- Work to complete:
Lines with the word "Lintas" in them must be copied from the records below.

Saved entries:
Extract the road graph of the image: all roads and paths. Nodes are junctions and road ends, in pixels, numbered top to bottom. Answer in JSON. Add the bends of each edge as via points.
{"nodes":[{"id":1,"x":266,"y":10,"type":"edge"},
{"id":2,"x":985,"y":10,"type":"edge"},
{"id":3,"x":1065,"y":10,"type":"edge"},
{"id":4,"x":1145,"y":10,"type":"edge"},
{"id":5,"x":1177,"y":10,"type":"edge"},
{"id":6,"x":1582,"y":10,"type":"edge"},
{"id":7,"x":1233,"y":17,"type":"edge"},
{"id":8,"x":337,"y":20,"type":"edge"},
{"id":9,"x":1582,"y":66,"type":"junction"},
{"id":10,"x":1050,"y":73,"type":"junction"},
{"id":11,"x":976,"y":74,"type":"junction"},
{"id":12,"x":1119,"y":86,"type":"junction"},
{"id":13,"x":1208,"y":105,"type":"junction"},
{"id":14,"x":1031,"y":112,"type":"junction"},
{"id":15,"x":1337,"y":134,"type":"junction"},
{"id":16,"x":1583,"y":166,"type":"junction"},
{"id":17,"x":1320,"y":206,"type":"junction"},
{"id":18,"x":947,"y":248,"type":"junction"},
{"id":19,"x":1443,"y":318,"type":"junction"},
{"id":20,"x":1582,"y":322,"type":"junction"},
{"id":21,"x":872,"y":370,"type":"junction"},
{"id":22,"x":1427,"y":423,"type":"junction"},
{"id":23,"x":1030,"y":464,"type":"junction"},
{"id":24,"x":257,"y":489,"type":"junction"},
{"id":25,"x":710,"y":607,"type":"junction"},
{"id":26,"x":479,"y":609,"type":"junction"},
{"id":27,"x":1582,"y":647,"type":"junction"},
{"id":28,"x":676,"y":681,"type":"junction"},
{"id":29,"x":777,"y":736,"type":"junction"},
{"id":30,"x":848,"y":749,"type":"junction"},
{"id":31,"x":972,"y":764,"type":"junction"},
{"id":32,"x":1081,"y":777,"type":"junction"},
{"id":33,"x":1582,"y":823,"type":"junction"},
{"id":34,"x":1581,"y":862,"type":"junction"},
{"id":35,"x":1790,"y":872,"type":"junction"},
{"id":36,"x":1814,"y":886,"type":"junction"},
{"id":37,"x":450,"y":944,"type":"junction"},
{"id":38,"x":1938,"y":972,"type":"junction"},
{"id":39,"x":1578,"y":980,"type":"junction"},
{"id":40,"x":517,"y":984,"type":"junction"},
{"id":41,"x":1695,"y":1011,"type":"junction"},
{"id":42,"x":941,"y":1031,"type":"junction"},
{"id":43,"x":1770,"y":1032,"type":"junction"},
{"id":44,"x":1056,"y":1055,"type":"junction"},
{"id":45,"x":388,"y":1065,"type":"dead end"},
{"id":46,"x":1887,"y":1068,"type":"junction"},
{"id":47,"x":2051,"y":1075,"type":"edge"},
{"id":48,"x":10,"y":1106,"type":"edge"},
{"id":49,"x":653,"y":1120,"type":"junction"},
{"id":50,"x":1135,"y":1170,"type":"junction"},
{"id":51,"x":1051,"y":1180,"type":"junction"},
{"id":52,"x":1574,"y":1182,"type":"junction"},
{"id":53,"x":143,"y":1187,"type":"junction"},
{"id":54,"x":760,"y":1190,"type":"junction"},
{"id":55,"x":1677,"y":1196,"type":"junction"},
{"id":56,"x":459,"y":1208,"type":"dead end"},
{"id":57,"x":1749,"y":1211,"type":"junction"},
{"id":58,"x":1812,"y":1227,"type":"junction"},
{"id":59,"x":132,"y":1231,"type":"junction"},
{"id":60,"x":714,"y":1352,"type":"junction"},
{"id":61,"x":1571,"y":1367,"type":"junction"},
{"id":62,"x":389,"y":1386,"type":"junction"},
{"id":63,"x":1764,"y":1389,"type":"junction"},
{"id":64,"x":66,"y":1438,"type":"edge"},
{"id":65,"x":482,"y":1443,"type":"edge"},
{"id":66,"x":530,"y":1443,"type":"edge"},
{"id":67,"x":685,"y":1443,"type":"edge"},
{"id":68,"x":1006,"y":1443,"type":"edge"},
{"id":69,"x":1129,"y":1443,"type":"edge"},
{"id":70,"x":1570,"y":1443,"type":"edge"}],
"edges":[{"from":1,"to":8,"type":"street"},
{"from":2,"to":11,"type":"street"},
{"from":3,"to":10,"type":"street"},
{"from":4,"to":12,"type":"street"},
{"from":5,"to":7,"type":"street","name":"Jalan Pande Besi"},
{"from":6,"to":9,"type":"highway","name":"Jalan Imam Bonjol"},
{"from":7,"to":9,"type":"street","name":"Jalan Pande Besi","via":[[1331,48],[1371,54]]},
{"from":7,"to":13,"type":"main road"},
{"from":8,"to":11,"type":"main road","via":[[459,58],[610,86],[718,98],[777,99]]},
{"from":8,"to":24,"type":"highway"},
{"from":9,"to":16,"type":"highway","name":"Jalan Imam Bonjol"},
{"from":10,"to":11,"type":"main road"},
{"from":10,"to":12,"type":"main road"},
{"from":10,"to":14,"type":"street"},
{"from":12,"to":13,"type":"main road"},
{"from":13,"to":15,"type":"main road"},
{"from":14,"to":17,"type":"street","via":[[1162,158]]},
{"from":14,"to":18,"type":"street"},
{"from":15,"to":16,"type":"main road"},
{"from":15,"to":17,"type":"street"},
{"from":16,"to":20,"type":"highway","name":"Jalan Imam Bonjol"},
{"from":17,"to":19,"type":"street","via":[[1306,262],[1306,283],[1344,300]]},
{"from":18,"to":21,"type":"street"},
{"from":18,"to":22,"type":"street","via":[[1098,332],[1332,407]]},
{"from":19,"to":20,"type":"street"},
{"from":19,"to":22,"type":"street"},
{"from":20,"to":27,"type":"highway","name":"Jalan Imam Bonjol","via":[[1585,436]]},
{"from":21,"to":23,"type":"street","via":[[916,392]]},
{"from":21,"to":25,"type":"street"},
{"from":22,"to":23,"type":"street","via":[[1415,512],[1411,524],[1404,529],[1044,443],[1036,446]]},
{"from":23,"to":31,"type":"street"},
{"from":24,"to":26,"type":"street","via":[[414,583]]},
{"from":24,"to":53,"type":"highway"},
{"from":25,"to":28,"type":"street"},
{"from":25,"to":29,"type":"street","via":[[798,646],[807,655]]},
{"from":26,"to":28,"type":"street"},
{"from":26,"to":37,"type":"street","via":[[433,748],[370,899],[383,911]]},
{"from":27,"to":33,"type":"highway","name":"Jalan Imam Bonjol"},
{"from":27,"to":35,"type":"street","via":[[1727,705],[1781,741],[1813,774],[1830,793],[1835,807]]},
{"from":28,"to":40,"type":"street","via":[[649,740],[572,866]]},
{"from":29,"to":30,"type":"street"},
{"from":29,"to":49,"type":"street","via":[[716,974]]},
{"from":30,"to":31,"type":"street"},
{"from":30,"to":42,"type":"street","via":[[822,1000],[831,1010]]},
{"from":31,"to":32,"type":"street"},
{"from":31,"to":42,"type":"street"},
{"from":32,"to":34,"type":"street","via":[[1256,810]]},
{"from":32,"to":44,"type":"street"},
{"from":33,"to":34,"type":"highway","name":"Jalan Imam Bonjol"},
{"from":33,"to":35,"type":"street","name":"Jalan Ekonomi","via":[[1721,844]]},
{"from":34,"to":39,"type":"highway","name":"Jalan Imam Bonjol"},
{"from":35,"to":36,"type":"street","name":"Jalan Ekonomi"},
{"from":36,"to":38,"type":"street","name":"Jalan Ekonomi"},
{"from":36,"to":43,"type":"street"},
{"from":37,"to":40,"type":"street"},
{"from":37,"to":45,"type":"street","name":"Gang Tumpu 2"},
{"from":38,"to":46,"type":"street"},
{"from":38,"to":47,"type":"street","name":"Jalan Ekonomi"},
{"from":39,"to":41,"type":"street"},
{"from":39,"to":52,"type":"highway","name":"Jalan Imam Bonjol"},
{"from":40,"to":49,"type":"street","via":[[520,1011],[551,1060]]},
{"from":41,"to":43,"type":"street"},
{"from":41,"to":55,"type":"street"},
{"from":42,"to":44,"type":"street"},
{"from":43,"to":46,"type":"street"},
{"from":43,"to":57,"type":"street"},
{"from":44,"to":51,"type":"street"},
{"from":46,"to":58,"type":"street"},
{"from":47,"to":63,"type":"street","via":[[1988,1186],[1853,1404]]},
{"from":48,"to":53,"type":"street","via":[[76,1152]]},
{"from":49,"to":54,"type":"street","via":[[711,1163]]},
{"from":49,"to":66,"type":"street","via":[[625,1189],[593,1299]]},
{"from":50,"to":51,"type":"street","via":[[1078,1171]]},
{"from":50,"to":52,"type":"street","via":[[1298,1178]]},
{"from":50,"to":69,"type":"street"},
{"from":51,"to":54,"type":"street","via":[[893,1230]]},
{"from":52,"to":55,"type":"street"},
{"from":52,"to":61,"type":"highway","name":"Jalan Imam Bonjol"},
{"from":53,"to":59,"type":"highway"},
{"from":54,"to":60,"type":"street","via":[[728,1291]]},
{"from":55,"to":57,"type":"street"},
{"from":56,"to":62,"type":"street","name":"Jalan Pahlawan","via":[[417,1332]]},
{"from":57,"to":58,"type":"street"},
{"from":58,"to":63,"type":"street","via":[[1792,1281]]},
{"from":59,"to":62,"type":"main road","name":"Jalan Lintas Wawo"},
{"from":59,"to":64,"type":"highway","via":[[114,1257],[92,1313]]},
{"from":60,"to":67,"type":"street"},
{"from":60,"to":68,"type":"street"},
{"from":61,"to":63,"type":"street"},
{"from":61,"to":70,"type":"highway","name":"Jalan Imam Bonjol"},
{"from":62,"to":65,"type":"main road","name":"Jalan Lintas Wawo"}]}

- Answer box:
{"from":59,"to":62,"type":"main road","name":"Jalan Lintas Wawo"},
{"from":62,"to":65,"type":"main road","name":"Jalan Lintas Wawo"}]}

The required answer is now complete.